Ce genre de poème se perpétuera  au-delà du 12è siècle avec pour acteur principal le roi de la  Grande-Bretagne, Arthur et ses Chevaliers de la Table Ronde.  Ensuite ce fut le déclin de l’esprit chevaleresque au profit de l’esprit bourgeois, fait de malice et de bon sens et prompt à la satire, qui donnera des récits désignés sous le nom de fabliaux, composés entre la fin du 12è siècle et le commencement du 14è. A propos de satire, la poésie satirique est représentée dès le 13è siècle par ce que l’on appelait les dits, les disputes, les débats et par les états du monde où on faisait ressortir les vices et les défauts de la société. Le meilleur représentant de cette forme de poésie a été Ruteboeuf (mort en 1280) dont certains disent qu’il fut le plus doué de tous nos poètes avant Villon. Le Roman de Renart  pour sa part procède à la fois de l’épopée, du fabliau et de la satire.

Mais c’est aussi du 12è siècle que datent les premières grandes œuvres de notre littérature dramatique. Le drame sera d’abord religieux avec une représentation de scènes religieuses dans les églises, puis il s’exila sur la place publique, tout en restant fidèle à son orientation primitive.  Quant à notre théâtre comique, les origines en sont beaucoup plus floues et les premiers monuments du genre comique ne sont guère antérieurs au 13è siècle.  La poésie lyrique, pour sa part, brilla d’un vif éclat au Moyen-Age, mais curieusement on ne classe pas les troubadours des 12è et 13è siècles parmi les poètes lyriques français…parce qu’ils écrivaient en langue d’oc, et donc ne sont pas considérés comme des écrivains français.

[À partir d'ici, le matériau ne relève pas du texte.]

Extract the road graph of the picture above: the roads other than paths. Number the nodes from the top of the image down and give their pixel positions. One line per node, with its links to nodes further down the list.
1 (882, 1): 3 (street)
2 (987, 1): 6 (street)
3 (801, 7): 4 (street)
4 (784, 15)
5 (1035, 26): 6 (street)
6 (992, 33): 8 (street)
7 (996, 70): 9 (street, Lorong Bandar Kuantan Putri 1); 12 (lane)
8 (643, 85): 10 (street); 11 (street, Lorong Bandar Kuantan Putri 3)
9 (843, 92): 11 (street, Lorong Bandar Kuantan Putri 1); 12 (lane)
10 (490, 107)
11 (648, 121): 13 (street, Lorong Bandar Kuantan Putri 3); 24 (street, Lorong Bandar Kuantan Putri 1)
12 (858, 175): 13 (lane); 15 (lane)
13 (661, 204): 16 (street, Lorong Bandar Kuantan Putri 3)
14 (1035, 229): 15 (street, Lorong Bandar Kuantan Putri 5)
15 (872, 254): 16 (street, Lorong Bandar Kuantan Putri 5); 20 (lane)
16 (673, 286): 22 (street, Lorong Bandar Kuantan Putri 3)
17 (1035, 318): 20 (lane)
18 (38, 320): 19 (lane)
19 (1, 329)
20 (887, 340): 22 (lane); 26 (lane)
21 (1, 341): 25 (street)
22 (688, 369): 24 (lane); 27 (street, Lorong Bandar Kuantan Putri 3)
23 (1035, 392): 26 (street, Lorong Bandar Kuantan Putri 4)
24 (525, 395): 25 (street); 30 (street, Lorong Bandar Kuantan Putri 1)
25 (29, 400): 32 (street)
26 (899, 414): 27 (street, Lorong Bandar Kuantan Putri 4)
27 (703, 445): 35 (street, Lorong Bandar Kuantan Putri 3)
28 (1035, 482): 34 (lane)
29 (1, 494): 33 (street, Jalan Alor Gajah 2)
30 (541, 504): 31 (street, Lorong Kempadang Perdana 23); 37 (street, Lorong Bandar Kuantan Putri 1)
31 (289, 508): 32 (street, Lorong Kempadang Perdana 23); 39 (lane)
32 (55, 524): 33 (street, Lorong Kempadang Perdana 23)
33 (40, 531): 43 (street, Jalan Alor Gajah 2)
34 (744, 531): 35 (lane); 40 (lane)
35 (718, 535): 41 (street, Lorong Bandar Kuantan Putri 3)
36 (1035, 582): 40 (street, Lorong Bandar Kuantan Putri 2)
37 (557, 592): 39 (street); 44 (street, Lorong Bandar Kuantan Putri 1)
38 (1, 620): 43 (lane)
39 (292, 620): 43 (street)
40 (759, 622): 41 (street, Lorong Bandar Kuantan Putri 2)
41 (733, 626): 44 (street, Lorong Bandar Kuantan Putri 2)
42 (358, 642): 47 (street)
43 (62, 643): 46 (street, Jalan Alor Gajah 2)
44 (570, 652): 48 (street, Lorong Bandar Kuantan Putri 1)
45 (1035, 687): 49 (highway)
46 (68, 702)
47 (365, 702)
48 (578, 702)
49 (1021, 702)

Enfin dès le 12è siècle aussi commencent à apparaître les récits romanesques en prose d’origine antique, orientale, bretonne et française. Elles prendront de plus en plus la place des anciennes épopées en vers aux yeux du public. Du 13è siècle nous avons également  des sermons, des traductions, des romans et l’histoire. Parmi les chefs d’œuvre du genre nous citerons l’Histoire de Saint-Louis écrite au tout début du 14è siècle par Joinville, un des plus fidèles compagnons de Louis IX.

La deuxième partie de cette période  va de la Guerre de Cent ans à l’époque de la Renaissance. La langue française devient de plus en plus analytique, et perd les derniers vestiges de déclinaisons hérités de ses origines latines.  L’épopée ne se renouvelle plus et ce ne sont pas les évènements de la guerre de Cent Ans qui vont lui redonner vie. En revanche le théâtre prend son essor au 14è siècle et plus encore  au  15è. On met en scène des sujets religieux, de manière parfois païenne, empruntés  à la Bible, au Nouveau Testament ou à la vie des saints, mais en 1548 un arrêt du Parlement interdira à Paris la représentation des mystères. A la place on verra se développer la farce qui est une petite pièce destinée à amuser plus qu’à instruire. A coté de cela les règles de la poésie lyrique vont se transformer profondément sous forme de ballade et de rondeaux. Parmi les grands poètes de l’époque il faut citer Charles d’Orléans (1391-1465) et surtout Villon (1431-1463).

Enfin, le genre de prose qui fait le plus de progrès est l’histoire, notamment grâce à l’illustre Froissard (1337-1410). Rarement dans l’histoire de notre pays il y eut autant d’écrits historiques contemporains. Outre Froissard, il faut citer un écrivain de grand talent, Philippe de Commynes (1445-1511), diplomate de profession, qui dans ses Mémoires publiées en 1524 raisonne déjà presque en philosophe  sur les évènements qu’il décrit. L’esprit français en se pénétrant de l’esprit de l’antiquité va se renouveler profondément en  s’élargissant. Ce  sont les prémices de la période de la Renaissance.